**WHAT IS EXPECTED:**
If a record contains a picture, skip the picture and transcribe the rest exactly.

**RECORDS PROVIDED:**
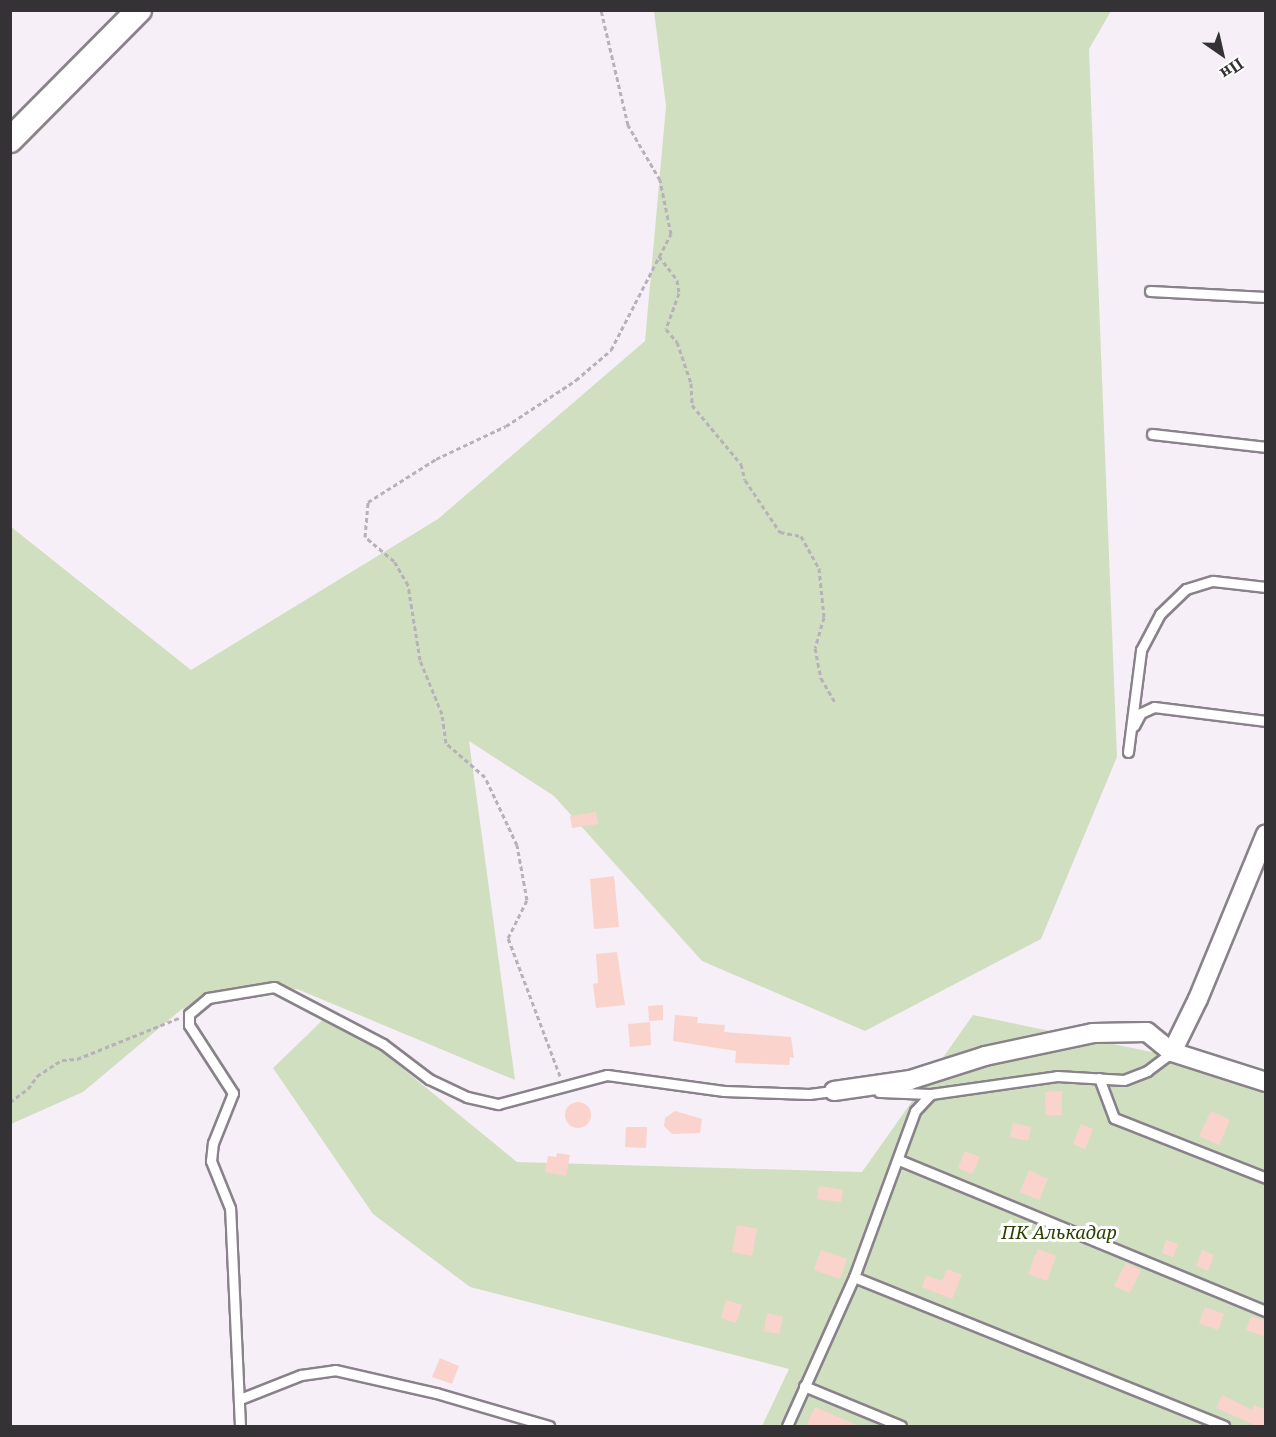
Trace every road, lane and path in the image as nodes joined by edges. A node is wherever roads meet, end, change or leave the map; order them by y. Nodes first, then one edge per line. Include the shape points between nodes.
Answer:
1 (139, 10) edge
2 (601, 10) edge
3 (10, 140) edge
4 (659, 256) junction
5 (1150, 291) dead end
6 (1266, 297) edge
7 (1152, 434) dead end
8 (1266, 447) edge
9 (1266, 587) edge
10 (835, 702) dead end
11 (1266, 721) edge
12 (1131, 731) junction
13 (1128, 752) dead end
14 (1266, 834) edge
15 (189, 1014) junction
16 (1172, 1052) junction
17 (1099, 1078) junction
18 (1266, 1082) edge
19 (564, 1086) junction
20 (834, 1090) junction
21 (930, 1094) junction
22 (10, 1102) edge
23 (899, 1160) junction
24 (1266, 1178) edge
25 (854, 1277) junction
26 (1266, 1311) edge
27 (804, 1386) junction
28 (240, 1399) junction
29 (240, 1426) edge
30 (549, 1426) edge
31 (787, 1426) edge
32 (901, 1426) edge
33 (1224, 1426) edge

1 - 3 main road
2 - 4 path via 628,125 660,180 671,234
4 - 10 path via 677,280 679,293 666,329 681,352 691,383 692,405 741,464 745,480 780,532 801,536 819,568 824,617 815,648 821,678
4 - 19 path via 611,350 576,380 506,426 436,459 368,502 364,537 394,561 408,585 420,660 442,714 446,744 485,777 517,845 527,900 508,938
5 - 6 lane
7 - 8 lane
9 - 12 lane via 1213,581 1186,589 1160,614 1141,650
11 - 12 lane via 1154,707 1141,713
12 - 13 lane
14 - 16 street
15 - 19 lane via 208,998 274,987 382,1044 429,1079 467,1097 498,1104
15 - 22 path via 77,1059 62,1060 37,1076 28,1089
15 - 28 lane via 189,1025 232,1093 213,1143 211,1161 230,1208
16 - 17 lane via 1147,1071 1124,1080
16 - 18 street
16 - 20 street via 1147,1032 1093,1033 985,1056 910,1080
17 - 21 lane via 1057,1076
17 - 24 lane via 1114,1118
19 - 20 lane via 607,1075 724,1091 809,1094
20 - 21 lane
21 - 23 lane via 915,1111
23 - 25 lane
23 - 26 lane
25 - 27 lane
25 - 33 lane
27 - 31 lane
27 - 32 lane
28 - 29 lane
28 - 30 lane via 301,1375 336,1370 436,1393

**RESPONSE FOR THIS EXERCISE:**
Trace every road, lane and path in the image as nodes joined by edges. A node is wherever roads meet, end, change or leave the map; order them by y. Nodes first, then one edge per line. Include the shape points between nodes.
Answer:
1 (139, 10) edge
2 (601, 10) edge
3 (10, 140) edge
4 (659, 256) junction
5 (1150, 291) dead end
6 (1266, 297) edge
7 (1152, 434) dead end
8 (1266, 447) edge
9 (1266, 587) edge
10 (835, 702) dead end
11 (1266, 721) edge
12 (1131, 731) junction
13 (1128, 752) dead end
14 (1266, 834) edge
15 (189, 1014) junction
16 (1172, 1052) junction
17 (1099, 1078) junction
18 (1266, 1082) edge
19 (564, 1086) junction
20 (834, 1090) junction
21 (930, 1094) junction
22 (10, 1102) edge
23 (899, 1160) junction
24 (1266, 1178) edge
25 (854, 1277) junction
26 (1266, 1311) edge
27 (804, 1386) junction
28 (240, 1399) junction
29 (240, 1426) edge
30 (549, 1426) edge
31 (787, 1426) edge
32 (901, 1426) edge
33 (1224, 1426) edge

1 - 3 main road
2 - 4 path via 628,125 660,180 671,234
4 - 10 path via 677,280 679,293 666,329 681,352 691,383 692,405 741,464 745,480 780,532 801,536 819,568 824,617 815,648 821,678
4 - 19 path via 611,350 576,380 506,426 436,459 368,502 364,537 394,561 408,585 420,660 442,714 446,744 485,777 517,845 527,900 508,938
5 - 6 lane
7 - 8 lane
9 - 12 lane via 1213,581 1186,589 1160,614 1141,650
11 - 12 lane via 1154,707 1141,713
12 - 13 lane
14 - 16 street
15 - 19 lane via 208,998 274,987 382,1044 429,1079 467,1097 498,1104
15 - 22 path via 77,1059 62,1060 37,1076 28,1089
15 - 28 lane via 189,1025 232,1093 213,1143 211,1161 230,1208
16 - 17 lane via 1147,1071 1124,1080
16 - 18 street
16 - 20 street via 1147,1032 1093,1033 985,1056 910,1080
17 - 21 lane via 1057,1076
17 - 24 lane via 1114,1118
19 - 20 lane via 607,1075 724,1091 809,1094
20 - 21 lane
21 - 23 lane via 915,1111
23 - 25 lane
23 - 26 lane
25 - 27 lane
25 - 33 lane
27 - 31 lane
27 - 32 lane
28 - 29 lane
28 - 30 lane via 301,1375 336,1370 436,1393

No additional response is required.